EXERCISE OBJECTIVE: Go through the entries below. Copy out every line that contains "ПРОЕЗД".

[Start of section]

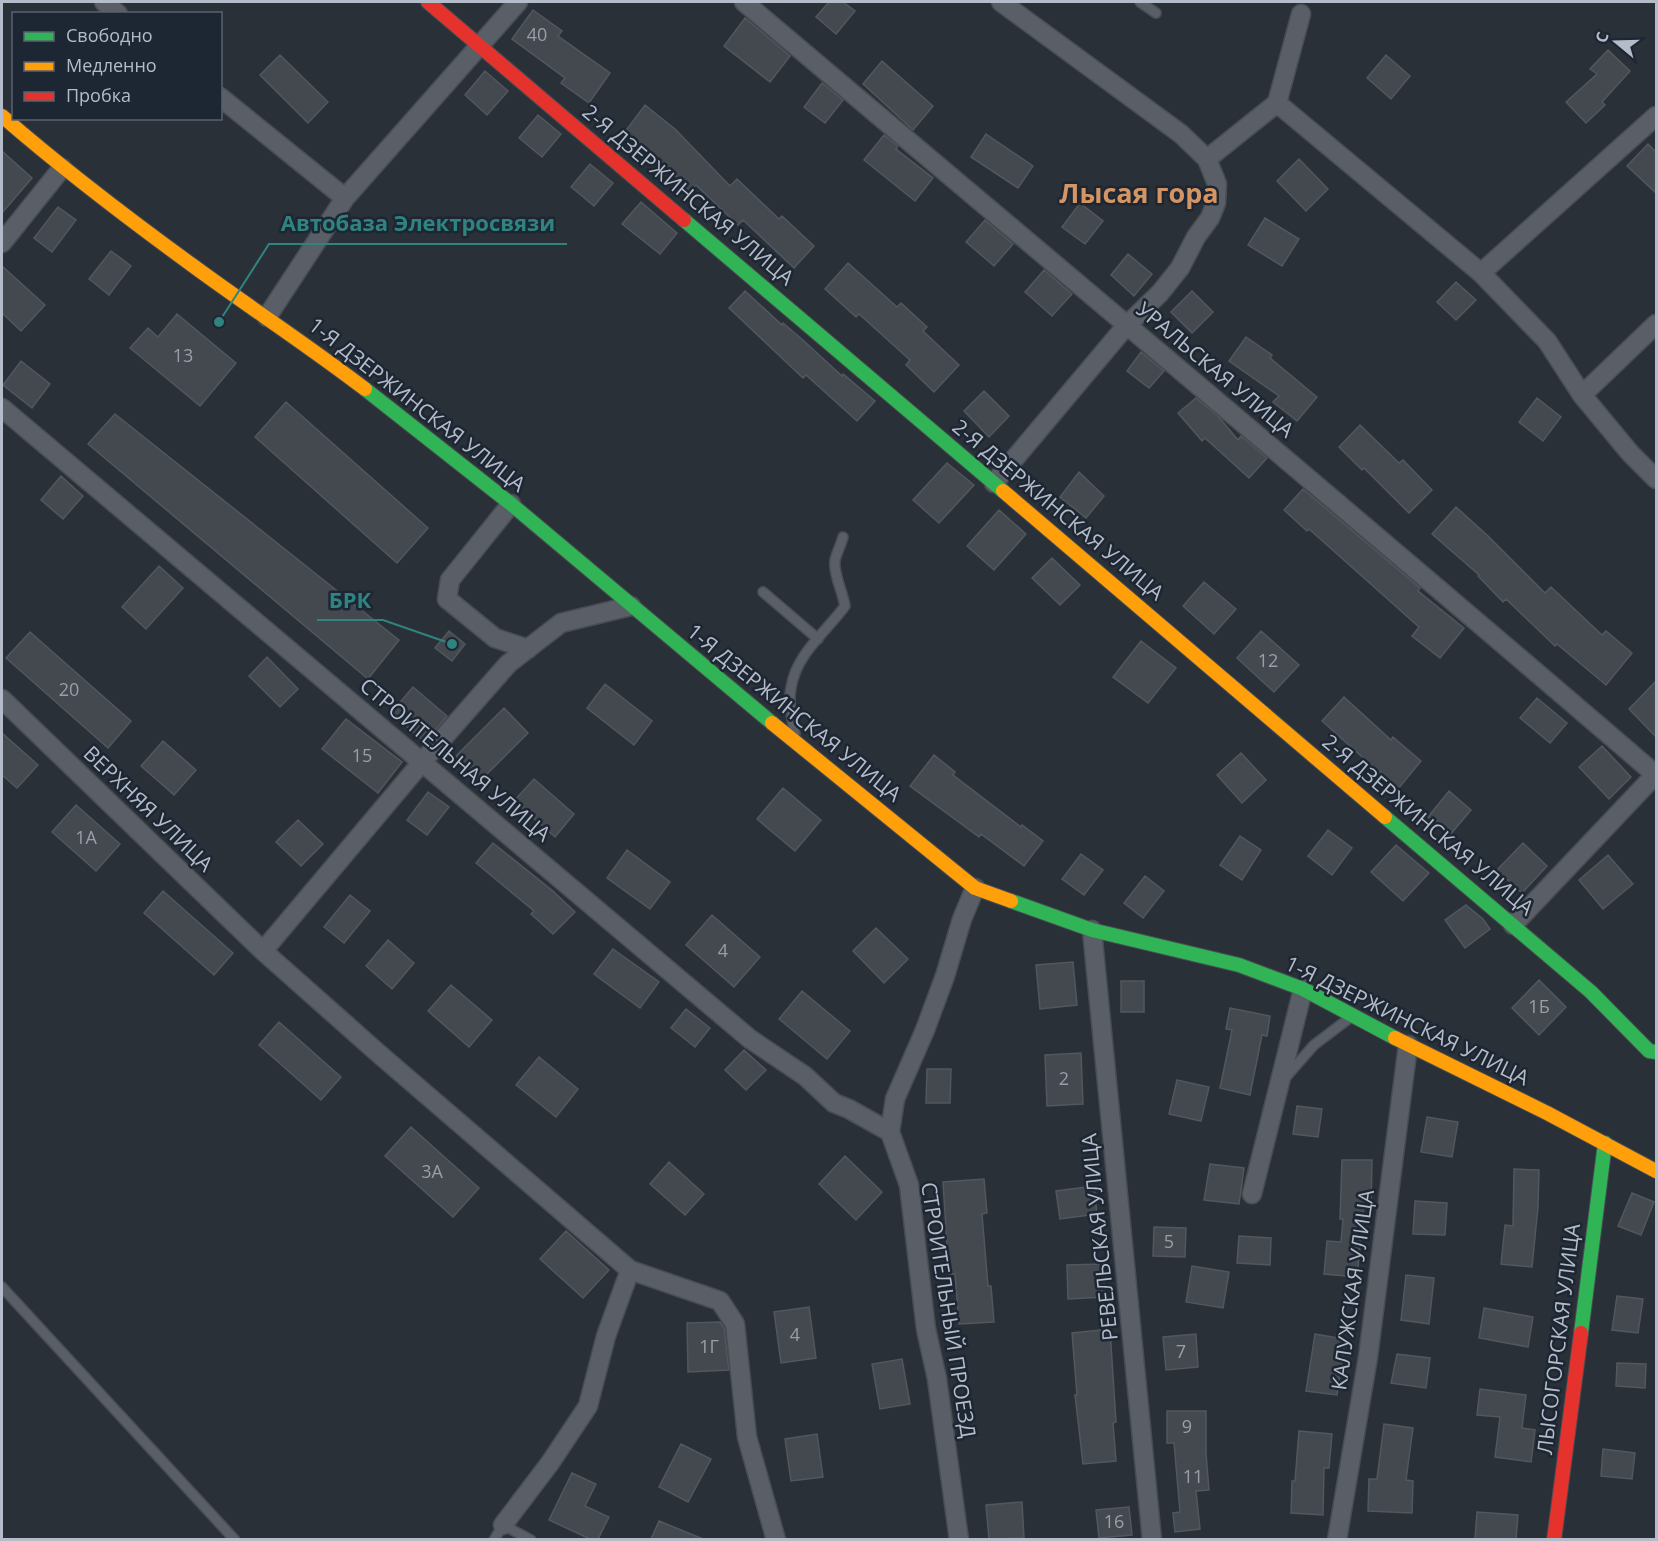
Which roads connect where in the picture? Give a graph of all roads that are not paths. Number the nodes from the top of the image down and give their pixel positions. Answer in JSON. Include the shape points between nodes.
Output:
{"nodes":[{"id":1,"x":104,"y":2,"type":"edge"},
{"id":2,"x":428,"y":2,"type":"edge"},
{"id":3,"x":518,"y":2,"type":"edge"},
{"id":4,"x":744,"y":2,"type":"edge"},
{"id":5,"x":1001,"y":2,"type":"edge"},
{"id":6,"x":1140,"y":2,"type":"edge"},
{"id":7,"x":116,"y":12,"type":"edge"},
{"id":8,"x":1156,"y":13,"type":"dead end"},
{"id":9,"x":1301,"y":14,"type":"dead end"},
{"id":10,"x":479,"y":44,"type":"junction"},
{"id":11,"x":222,"y":99,"type":"edge"},
{"id":12,"x":1277,"y":103,"type":"junction"},
{"id":13,"x":2,"y":116,"type":"edge"},
{"id":14,"x":1656,"y":116,"type":"edge"},
{"id":15,"x":1207,"y":159,"type":"junction"},
{"id":16,"x":62,"y":168,"type":"junction"},
{"id":17,"x":345,"y":198,"type":"junction"},
{"id":18,"x":2,"y":243,"type":"edge"},
{"id":19,"x":1481,"y":273,"type":"junction"},
{"id":20,"x":267,"y":317,"type":"junction"},
{"id":21,"x":1656,"y":324,"type":"edge"},
{"id":22,"x":1126,"y":326,"type":"junction"},
{"id":23,"x":1582,"y":395,"type":"junction"},
{"id":24,"x":2,"y":408,"type":"edge"},
{"id":25,"x":1656,"y":480,"type":"edge"},
{"id":26,"x":994,"y":483,"type":"junction"},
{"id":27,"x":512,"y":504,"type":"junction"},
{"id":28,"x":843,"y":537,"type":"dead end"},
{"id":29,"x":763,"y":592,"type":"dead end"},
{"id":30,"x":631,"y":606,"type":"junction"},
{"id":31,"x":818,"y":639,"type":"junction"},
{"id":32,"x":528,"y":648,"type":"junction"},
{"id":33,"x":2,"y":699,"type":"edge"},
{"id":34,"x":796,"y":743,"type":"junction"},
{"id":35,"x":422,"y":762,"type":"junction"},
{"id":36,"x":1656,"y":775,"type":"edge"},
{"id":37,"x":975,"y":888,"type":"junction"},
{"id":38,"x":1514,"y":925,"type":"junction"},
{"id":39,"x":1092,"y":930,"type":"junction"},
{"id":40,"x":263,"y":951,"type":"junction"},
{"id":41,"x":1303,"y":989,"type":"junction"},
{"id":42,"x":1352,"y":1016,"type":"junction"},
{"id":43,"x":1408,"y":1045,"type":"junction"},
{"id":44,"x":1656,"y":1052,"type":"edge"},
{"id":45,"x":1280,"y":1085,"type":"junction"},
{"id":46,"x":890,"y":1132,"type":"junction"},
{"id":47,"x":1605,"y":1143,"type":"junction"},
{"id":48,"x":1656,"y":1171,"type":"edge"},
{"id":49,"x":1252,"y":1194,"type":"dead end"},
{"id":50,"x":630,"y":1270,"type":"junction"},
{"id":51,"x":2,"y":1287,"type":"edge"},
{"id":52,"x":499,"y":1532,"type":"edge"},
{"id":53,"x":235,"y":1539,"type":"edge"},
{"id":54,"x":531,"y":1539,"type":"edge"},
{"id":55,"x":776,"y":1539,"type":"edge"},
{"id":56,"x":959,"y":1539,"type":"edge"},
{"id":57,"x":1152,"y":1539,"type":"edge"},
{"id":58,"x":1337,"y":1539,"type":"edge"},
{"id":59,"x":1554,"y":1539,"type":"edge"}],
"edges":[{"from":1,"to":7,"type":"street"},
{"from":2,"to":10,"type":"street","name":"2-Я ДЗЕРЖИНСКАЯ УЛИЦА"},
{"from":3,"to":10,"type":"street"},
{"from":4,"to":22,"type":"street","name":"УРАЛЬСКАЯ УЛИЦА"},
{"from":5,"to":15,"type":"street","via":[[1181,134]]},
{"from":6,"to":8,"type":"lane"},
{"from":9,"to":12,"type":"street"},
{"from":10,"to":17,"type":"street"},
{"from":10,"to":26,"type":"street","name":"2-Я ДЗЕРЖИНСКАЯ УЛИЦА"},
{"from":11,"to":17,"type":"street"},
{"from":12,"to":15,"type":"street"},
{"from":12,"to":19,"type":"street"},
{"from":13,"to":16,"type":"street","name":"1-Я ДЗЕРЖИНСКАЯ УЛИЦА"},
{"from":14,"to":19,"type":"street"},
{"from":15,"to":22,"type":"street","via":[[1217,184],[1210,218],[1180,268]]},
{"from":16,"to":18,"type":"street"},
{"from":16,"to":20,"type":"street","name":"1-Я ДЗЕРЖИНСКАЯ УЛИЦА"},
{"from":17,"to":20,"type":"street"},
{"from":19,"to":23,"type":"street","via":[[1547,340]]},
{"from":20,"to":27,"type":"street","name":"1-Я ДЗЕРЖИНСКАЯ УЛИЦА"},
{"from":21,"to":23,"type":"street"},
{"from":22,"to":26,"type":"street"},
{"from":22,"to":36,"type":"street","name":"УРАЛЬСКАЯ УЛИЦА","via":[[1362,522]]},
{"from":23,"to":25,"type":"street"},
{"from":24,"to":35,"type":"street","name":"СТРОИТЕЛЬНАЯ УЛИЦА"},
{"from":26,"to":38,"type":"street","name":"2-Я ДЗЕРЖИНСКАЯ УЛИЦА"},
{"from":27,"to":30,"type":"street","name":"1-Я ДЗЕРЖИНСКАЯ УЛИЦА"},
{"from":27,"to":32,"type":"street","via":[[450,580],[447,599],[495,638]]},
{"from":28,"to":31,"type":"lane","via":[[835,562],[845,606]]},
{"from":29,"to":31,"type":"lane"},
{"from":30,"to":32,"type":"street","via":[[561,623]]},
{"from":30,"to":34,"type":"street","name":"1-Я ДЗЕРЖИНСКАЯ УЛИЦА"},
{"from":31,"to":34,"type":"lane","via":[[801,661],[791,687]]},
{"from":32,"to":35,"type":"street","via":[[508,664]]},
{"from":33,"to":40,"type":"street","name":"ВЕРХНЯЯ УЛИЦА"},
{"from":34,"to":37,"type":"street","name":"1-Я ДЗЕРЖИНСКАЯ УЛИЦА"},
{"from":35,"to":40,"type":"street"},
{"from":35,"to":46,"type":"street","name":"СТРОИТЕЛЬНАЯ УЛИЦА","via":[[750,1039],[805,1076],[834,1103]]},
{"from":36,"to":38,"type":"street"},
{"from":37,"to":39,"type":"street","name":"1-Я ДЗЕРЖИНСКАЯ УЛИЦА"},
{"from":37,"to":46,"type":"street","name":"СТРОИТЕЛЬНЫЙ ПРОЕЗД","via":[[937,998],[895,1099]]},
{"from":38,"to":44,"type":"street","name":"2-Я ДЗЕРЖИНСКАЯ УЛИЦА","via":[[1591,992],[1649,1051]]},
{"from":39,"to":41,"type":"street","name":"1-Я ДЗЕРЖИНСКАЯ УЛИЦА","via":[[1239,965]]},
{"from":39,"to":57,"type":"street","name":"РЕВЕЛЬСКАЯ УЛИЦА"},
{"from":40,"to":50,"type":"street","name":"ВЕРХНЯЯ УЛИЦА"},
{"from":41,"to":42,"type":"street","name":"1-Я ДЗЕРЖИНСКАЯ УЛИЦА"},
{"from":41,"to":45,"type":"street"},
{"from":42,"to":43,"type":"street","name":"1-Я ДЗЕРЖИНСКАЯ УЛИЦА"},
{"from":42,"to":45,"type":"lane","via":[[1314,1045]]},
{"from":43,"to":47,"type":"street","name":"1-Я ДЗЕРЖИНСКАЯ УЛИЦА"},
{"from":43,"to":58,"type":"street","name":"КАЛУЖСКАЯ УЛИЦА","via":[[1368,1357]]},
{"from":45,"to":49,"type":"street"},
{"from":46,"to":56,"type":"street","name":"СТРОИТЕЛЬНЫЙ ПРОЕЗД","via":[[909,1185],[926,1329],[937,1379]]},
{"from":47,"to":48,"type":"street","name":"1-Я ДЗЕРЖИНСКАЯ УЛИЦА"},
{"from":47,"to":59,"type":"street","name":"ЛЫСОГОРСКАЯ УЛИЦА"},
{"from":50,"to":52,"type":"street","via":[[606,1336],[588,1406]]},
{"from":50,"to":55,"type":"street","via":[[720,1301],[735,1324],[747,1437]]},
{"from":51,"to":53,"type":"lane"},
{"from":52,"to":54,"type":"lane"}]}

[End of section]

REPLY TO THE EXERCISE:
{"from":37,"to":46,"type":"street","name":"СТРОИТЕЛЬНЫЙ ПРОЕЗД","via":[[937,998],[895,1099]]},
{"from":46,"to":56,"type":"street","name":"СТРОИТЕЛЬНЫЙ ПРОЕЗД","via":[[909,1185],[926,1329],[937,1379]]},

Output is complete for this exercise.